◆ Exercise aim
Would you copy all lines in the data that contain the word "Francisco"?

++++ Material to process ++++

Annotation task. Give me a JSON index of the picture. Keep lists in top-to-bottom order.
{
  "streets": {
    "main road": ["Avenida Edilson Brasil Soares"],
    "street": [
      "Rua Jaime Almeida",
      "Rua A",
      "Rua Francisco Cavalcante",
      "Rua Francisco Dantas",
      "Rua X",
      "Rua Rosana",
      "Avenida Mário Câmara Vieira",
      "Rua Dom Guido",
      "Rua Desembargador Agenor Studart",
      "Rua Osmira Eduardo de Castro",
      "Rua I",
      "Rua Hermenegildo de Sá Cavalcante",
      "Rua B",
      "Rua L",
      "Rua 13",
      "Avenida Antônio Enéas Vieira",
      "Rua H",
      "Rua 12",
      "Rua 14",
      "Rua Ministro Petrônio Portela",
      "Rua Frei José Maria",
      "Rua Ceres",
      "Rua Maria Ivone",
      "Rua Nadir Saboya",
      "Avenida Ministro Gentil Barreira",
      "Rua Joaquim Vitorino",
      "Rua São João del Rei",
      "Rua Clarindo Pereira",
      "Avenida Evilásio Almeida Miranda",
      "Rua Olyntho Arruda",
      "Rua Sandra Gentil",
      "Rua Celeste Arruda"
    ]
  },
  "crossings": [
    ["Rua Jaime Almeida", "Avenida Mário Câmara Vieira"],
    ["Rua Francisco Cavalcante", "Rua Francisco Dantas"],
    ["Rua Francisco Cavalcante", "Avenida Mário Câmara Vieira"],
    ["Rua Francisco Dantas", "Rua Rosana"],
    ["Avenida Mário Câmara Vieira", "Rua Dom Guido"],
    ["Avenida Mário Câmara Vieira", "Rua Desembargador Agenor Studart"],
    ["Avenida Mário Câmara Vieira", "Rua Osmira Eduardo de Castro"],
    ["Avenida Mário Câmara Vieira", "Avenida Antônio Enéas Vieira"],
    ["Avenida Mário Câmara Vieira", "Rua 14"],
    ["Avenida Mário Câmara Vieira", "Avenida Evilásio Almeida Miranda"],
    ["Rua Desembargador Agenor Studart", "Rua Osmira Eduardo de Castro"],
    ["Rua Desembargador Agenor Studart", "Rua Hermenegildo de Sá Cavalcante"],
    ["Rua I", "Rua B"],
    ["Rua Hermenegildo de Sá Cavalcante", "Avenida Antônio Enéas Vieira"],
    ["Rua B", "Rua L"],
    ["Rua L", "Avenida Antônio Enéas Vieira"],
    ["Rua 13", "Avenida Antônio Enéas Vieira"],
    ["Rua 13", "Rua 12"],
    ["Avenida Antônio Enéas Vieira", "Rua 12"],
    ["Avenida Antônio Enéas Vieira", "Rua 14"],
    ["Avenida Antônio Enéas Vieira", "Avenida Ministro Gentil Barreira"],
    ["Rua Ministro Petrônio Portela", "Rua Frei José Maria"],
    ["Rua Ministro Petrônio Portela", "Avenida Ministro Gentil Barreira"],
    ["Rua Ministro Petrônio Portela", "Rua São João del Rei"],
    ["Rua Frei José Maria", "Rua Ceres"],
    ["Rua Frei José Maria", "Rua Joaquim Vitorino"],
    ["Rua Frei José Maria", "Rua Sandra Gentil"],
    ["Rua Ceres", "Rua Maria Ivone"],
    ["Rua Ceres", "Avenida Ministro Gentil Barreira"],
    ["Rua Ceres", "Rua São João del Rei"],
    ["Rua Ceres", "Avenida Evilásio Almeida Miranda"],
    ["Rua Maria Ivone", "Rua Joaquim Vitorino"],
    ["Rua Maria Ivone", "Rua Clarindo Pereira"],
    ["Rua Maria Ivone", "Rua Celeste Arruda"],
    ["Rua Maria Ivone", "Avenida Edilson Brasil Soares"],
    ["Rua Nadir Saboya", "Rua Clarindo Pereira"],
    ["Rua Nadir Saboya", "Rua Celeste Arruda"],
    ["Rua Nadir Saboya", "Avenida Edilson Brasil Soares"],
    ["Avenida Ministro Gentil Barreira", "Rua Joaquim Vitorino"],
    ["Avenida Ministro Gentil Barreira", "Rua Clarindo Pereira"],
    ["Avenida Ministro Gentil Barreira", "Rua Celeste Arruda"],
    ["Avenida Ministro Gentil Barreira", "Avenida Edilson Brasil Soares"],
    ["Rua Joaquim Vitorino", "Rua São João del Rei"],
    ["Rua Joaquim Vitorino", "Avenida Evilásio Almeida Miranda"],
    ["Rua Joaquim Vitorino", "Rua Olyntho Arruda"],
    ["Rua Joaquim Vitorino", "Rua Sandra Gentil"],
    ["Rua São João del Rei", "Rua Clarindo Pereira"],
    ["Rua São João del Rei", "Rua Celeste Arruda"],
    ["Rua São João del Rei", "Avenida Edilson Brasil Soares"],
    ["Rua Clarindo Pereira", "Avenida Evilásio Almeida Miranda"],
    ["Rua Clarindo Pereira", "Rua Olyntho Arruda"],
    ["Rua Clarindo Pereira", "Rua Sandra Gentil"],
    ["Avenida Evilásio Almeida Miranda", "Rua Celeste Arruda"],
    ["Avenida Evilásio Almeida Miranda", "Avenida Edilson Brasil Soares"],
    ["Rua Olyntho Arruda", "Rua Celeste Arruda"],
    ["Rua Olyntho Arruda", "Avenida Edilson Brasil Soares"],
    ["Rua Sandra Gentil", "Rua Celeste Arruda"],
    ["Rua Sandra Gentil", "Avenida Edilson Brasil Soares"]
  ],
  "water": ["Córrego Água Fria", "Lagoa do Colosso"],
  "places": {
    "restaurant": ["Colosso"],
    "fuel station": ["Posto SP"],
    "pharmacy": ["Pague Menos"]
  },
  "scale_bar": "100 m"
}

++++

◆ Your response
      "Rua Francisco Cavalcante",
      "Rua Francisco Dantas",
    ["Rua Francisco Cavalcante", "Rua Francisco Dantas"],
    ["Rua Francisco Cavalcante", "Avenida Mário Câmara Vieira"],
    ["Rua Francisco Dantas", "Rua Rosana"],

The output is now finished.